* **RECORDS FOR THE TASK**:
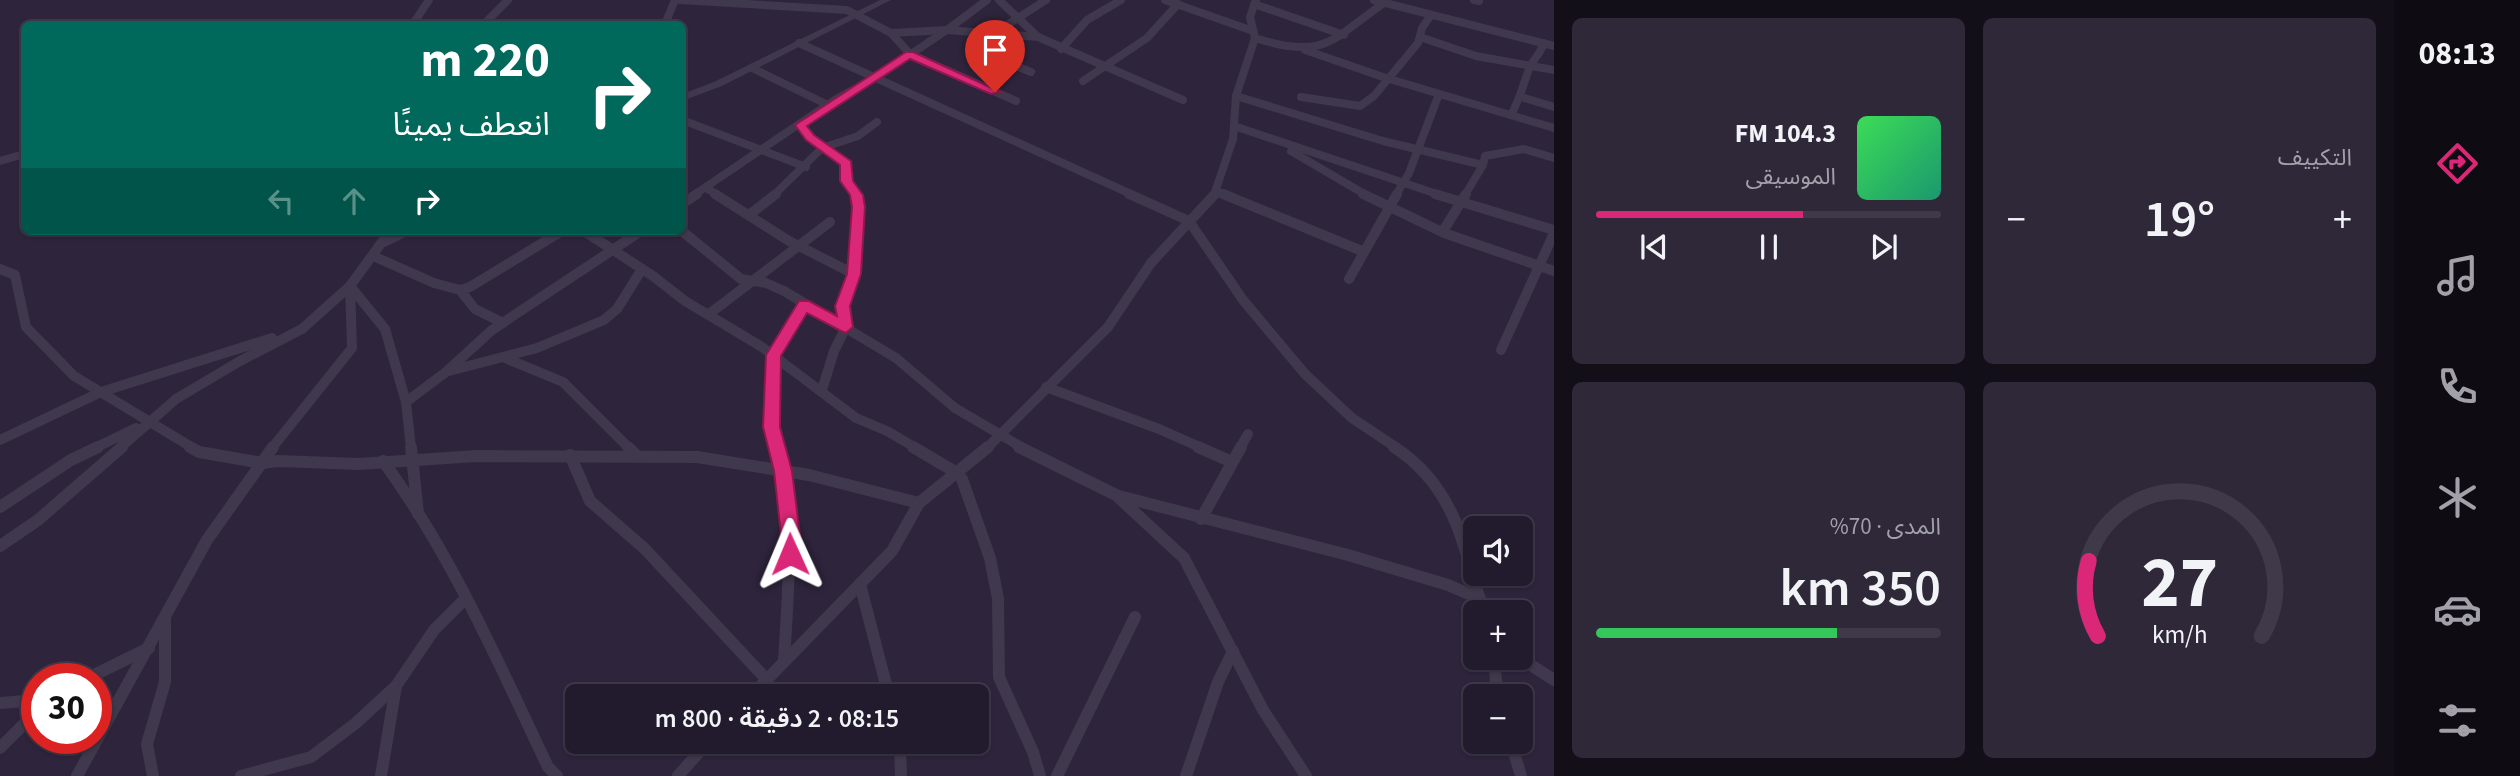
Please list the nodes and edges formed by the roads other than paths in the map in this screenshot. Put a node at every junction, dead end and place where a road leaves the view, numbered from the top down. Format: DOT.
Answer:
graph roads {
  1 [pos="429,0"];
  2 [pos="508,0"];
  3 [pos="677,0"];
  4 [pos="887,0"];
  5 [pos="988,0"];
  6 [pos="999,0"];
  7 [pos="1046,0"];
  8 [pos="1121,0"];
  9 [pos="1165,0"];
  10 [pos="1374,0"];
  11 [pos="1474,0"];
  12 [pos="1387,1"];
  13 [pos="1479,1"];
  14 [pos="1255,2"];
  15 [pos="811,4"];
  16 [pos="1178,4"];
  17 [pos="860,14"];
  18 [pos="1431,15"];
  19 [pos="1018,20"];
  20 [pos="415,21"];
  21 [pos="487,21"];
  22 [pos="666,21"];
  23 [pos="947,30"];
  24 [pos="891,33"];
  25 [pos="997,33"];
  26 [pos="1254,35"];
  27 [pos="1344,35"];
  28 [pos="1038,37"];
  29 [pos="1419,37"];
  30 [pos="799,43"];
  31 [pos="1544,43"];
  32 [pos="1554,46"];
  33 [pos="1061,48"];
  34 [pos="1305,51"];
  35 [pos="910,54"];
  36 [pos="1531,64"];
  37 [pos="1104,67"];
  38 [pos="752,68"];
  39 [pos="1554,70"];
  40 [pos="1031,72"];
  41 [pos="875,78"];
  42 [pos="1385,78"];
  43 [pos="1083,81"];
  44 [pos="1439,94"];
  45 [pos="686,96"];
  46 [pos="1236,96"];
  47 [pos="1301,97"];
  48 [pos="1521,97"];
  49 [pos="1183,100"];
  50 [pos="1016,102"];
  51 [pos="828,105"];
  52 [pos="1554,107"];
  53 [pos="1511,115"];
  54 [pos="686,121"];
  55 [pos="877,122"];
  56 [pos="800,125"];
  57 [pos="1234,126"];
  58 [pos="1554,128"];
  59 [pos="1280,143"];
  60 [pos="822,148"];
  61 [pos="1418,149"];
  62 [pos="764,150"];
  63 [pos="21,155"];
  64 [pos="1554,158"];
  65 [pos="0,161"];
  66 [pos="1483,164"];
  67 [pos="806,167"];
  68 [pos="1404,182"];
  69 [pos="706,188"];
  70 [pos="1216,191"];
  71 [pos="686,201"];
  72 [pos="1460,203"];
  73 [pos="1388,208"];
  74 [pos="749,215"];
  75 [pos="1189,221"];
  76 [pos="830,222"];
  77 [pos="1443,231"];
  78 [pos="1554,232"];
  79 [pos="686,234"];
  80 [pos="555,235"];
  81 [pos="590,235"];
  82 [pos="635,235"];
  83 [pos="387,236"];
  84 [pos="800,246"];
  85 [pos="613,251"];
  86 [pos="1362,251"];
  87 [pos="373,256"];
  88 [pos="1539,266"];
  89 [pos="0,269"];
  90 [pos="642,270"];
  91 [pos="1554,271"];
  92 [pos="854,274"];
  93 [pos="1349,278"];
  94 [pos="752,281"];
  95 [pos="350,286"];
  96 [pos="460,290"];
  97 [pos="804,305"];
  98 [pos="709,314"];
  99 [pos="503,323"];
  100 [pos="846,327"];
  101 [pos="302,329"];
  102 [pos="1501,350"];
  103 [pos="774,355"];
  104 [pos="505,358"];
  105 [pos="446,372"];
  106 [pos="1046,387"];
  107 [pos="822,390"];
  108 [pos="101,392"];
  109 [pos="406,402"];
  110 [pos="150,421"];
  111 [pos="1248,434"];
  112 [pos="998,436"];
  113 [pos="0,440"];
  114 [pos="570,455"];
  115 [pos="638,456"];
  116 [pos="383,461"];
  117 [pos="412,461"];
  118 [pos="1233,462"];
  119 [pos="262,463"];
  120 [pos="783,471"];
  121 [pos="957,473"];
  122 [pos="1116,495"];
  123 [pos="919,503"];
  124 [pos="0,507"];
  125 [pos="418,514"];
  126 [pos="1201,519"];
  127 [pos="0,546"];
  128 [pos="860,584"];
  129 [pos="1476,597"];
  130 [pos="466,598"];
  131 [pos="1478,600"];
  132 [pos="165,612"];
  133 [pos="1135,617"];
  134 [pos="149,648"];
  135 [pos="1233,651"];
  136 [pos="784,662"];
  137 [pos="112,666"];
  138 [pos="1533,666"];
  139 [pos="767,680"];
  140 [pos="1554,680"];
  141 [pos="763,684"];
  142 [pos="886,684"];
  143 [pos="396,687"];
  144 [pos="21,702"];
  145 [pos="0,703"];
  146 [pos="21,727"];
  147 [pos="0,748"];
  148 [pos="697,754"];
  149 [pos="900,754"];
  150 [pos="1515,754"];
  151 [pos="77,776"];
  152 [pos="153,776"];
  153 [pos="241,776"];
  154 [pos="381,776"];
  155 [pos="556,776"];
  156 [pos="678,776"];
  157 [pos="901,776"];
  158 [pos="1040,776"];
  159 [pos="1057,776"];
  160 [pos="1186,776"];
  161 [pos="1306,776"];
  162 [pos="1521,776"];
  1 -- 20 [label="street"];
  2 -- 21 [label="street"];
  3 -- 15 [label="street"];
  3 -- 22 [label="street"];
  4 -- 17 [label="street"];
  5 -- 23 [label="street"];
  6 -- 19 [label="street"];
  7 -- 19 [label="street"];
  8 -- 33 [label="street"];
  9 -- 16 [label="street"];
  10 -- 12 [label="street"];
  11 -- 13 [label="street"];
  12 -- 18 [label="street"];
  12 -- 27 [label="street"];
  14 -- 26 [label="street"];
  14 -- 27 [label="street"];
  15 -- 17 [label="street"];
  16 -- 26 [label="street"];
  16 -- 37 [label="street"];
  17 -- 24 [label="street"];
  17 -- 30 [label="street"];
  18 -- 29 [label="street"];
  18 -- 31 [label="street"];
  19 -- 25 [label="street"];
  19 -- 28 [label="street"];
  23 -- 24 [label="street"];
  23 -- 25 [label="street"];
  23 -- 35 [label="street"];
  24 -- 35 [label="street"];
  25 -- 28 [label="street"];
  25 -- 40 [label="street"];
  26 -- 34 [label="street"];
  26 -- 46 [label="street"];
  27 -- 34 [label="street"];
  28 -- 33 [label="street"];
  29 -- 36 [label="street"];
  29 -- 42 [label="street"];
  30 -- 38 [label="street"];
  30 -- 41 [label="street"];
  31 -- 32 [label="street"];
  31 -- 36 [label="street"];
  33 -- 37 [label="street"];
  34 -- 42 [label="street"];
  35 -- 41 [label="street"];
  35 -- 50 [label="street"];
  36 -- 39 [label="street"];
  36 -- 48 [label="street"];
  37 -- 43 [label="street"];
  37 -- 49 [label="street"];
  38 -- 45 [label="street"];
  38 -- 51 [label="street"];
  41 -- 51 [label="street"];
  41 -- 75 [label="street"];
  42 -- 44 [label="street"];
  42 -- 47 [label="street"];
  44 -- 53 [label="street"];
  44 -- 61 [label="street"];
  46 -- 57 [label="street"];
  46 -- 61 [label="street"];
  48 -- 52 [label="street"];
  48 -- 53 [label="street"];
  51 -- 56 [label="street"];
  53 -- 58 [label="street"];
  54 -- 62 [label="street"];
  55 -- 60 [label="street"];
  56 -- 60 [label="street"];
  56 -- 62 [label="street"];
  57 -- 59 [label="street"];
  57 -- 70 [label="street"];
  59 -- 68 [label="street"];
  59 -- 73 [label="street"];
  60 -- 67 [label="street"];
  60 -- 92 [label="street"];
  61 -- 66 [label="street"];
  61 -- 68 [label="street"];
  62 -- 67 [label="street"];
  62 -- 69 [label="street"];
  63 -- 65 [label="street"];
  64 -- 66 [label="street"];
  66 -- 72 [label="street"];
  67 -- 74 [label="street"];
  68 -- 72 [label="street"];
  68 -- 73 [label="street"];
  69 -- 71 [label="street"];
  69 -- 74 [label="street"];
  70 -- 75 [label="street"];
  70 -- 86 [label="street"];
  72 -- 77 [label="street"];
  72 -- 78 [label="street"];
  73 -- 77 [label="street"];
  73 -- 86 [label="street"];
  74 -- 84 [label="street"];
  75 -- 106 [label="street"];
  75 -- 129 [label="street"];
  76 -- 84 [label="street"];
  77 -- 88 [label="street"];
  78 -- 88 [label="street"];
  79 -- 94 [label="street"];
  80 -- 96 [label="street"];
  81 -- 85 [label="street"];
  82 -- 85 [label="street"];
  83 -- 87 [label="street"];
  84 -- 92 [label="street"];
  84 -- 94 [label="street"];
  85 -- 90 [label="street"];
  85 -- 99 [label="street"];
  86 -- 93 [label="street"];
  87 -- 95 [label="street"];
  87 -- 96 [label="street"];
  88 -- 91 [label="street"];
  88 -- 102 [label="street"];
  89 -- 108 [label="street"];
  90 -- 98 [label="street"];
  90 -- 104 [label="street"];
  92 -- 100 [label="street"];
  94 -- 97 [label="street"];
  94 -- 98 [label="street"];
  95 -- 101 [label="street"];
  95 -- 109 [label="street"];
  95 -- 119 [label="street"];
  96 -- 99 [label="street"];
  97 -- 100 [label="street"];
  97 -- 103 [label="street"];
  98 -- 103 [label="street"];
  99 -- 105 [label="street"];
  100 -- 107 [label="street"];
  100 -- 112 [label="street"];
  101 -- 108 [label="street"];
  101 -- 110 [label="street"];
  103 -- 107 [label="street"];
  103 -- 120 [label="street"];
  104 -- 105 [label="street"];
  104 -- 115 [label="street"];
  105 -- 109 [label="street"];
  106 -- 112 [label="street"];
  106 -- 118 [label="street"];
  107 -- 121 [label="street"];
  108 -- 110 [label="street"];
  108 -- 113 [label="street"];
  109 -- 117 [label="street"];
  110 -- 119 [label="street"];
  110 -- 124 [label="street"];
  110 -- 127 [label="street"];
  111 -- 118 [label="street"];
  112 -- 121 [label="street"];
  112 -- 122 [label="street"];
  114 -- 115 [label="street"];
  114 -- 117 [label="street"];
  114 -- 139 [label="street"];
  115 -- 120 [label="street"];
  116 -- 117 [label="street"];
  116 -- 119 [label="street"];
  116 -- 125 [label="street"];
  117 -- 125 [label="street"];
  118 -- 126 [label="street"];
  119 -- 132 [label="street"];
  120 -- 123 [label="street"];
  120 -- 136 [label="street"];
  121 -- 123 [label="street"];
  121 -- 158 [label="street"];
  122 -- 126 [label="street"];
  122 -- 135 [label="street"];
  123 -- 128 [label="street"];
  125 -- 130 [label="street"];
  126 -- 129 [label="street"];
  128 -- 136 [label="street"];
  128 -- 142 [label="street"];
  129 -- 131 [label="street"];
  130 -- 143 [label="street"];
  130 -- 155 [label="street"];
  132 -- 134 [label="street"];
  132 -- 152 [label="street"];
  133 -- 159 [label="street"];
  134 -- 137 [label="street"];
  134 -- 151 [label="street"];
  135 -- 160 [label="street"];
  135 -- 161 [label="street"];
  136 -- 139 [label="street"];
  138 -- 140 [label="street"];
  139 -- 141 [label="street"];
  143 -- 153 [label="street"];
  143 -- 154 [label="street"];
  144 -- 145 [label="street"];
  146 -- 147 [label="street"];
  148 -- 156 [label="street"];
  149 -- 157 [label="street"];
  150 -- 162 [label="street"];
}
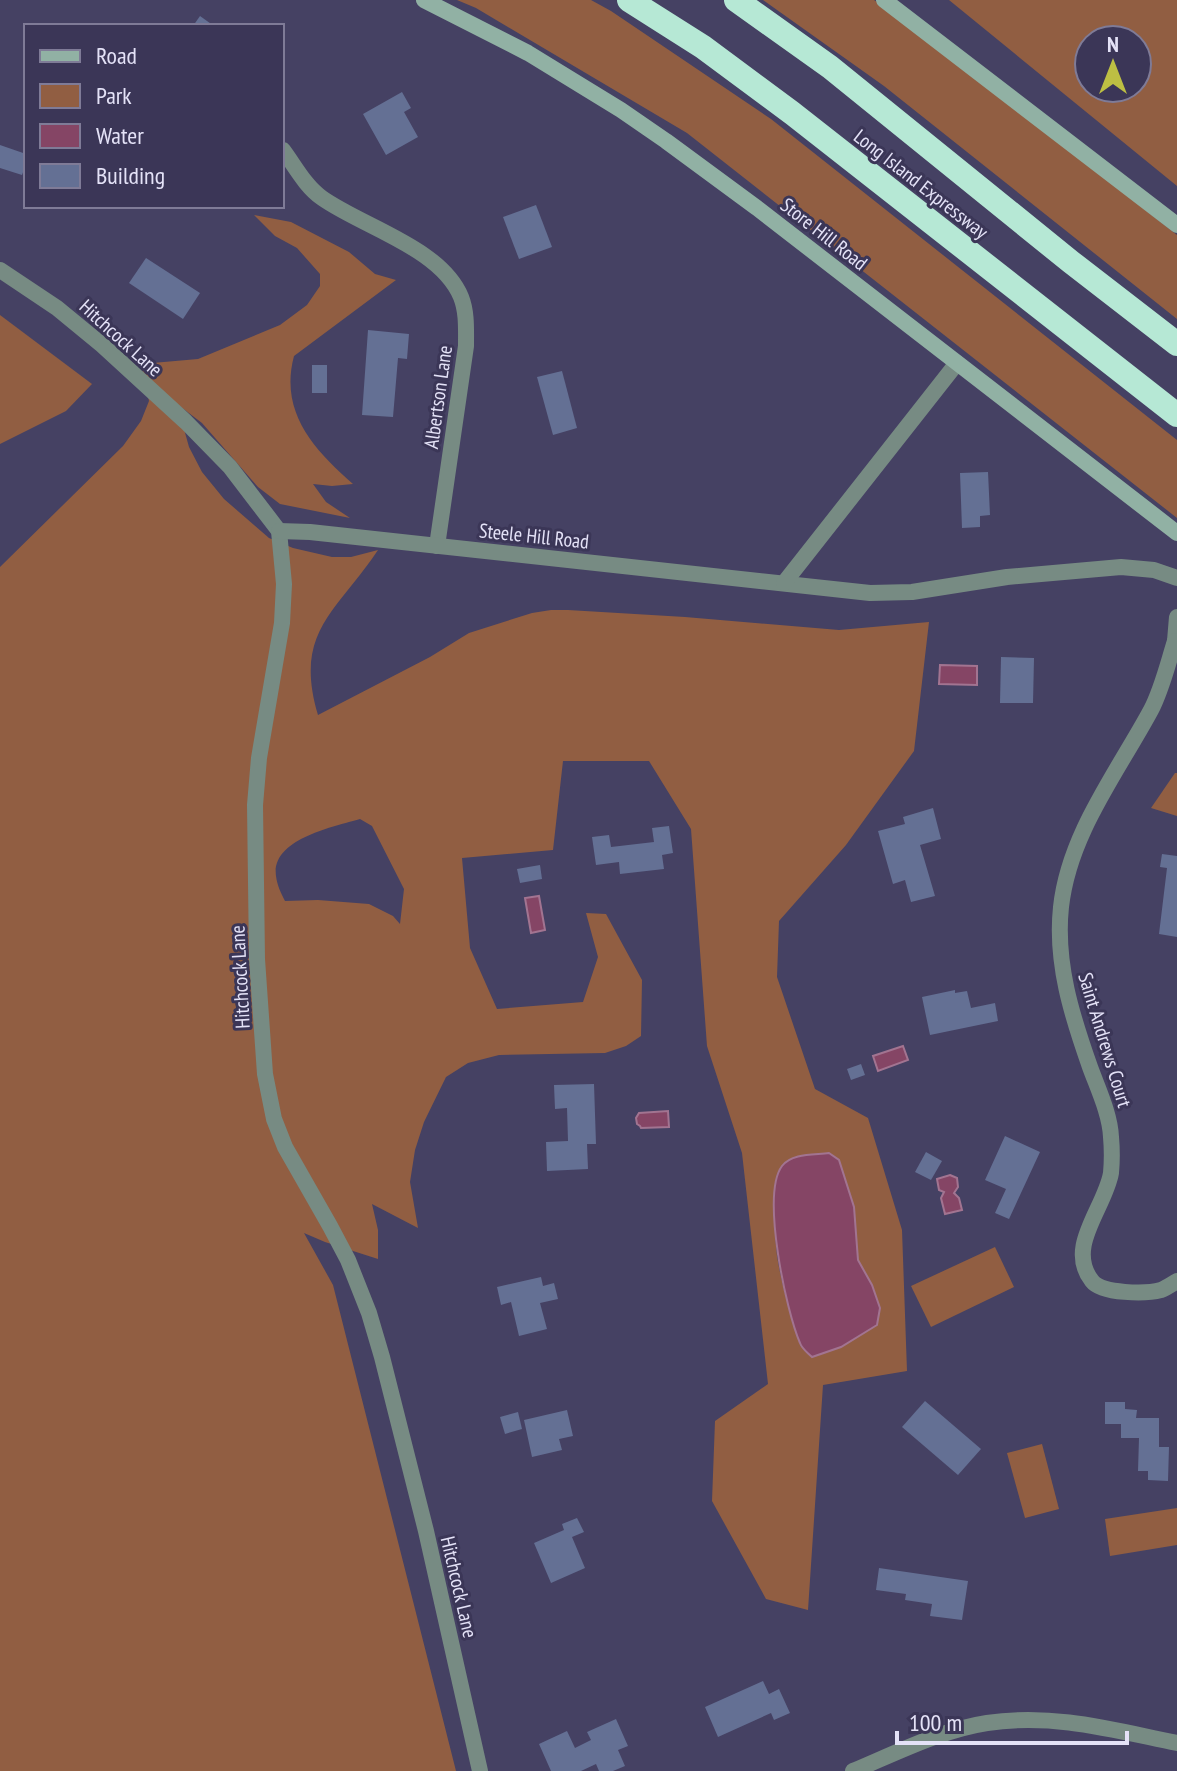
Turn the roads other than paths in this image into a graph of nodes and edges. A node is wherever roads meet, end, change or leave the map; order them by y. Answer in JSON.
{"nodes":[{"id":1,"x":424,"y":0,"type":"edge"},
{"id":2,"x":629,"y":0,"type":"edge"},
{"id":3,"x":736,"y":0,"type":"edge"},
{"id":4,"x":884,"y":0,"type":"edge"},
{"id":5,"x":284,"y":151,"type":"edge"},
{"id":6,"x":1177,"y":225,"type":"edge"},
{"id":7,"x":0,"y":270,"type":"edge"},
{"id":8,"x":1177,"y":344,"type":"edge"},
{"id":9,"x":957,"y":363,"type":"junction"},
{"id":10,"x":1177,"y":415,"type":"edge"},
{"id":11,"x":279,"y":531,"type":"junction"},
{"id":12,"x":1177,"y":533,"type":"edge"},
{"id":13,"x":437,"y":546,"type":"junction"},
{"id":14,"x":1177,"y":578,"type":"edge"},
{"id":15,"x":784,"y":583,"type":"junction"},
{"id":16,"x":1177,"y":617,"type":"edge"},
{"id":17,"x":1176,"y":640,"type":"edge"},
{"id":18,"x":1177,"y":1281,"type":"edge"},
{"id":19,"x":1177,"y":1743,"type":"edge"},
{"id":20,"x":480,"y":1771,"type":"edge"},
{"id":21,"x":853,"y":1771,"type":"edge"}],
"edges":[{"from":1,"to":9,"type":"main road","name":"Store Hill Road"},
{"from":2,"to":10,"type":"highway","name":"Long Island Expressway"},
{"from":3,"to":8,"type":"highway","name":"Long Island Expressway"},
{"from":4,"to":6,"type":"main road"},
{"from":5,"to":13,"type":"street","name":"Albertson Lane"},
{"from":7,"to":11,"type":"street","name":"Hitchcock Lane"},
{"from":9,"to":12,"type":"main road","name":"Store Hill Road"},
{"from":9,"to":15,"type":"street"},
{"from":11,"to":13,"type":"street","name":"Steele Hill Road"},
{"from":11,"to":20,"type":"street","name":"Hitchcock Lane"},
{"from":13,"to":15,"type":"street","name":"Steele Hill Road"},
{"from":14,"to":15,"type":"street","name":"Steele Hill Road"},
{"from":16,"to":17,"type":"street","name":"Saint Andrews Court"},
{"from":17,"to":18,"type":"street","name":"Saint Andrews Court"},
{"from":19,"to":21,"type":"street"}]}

* **WORK TASK**:
Filter the entries above and copy only the lines that hold "Steele".

* **ANSWER SPACE**:
{"from":11,"to":13,"type":"street","name":"Steele Hill Road"},
{"from":13,"to":15,"type":"street","name":"Steele Hill Road"},
{"from":14,"to":15,"type":"street","name":"Steele Hill Road"},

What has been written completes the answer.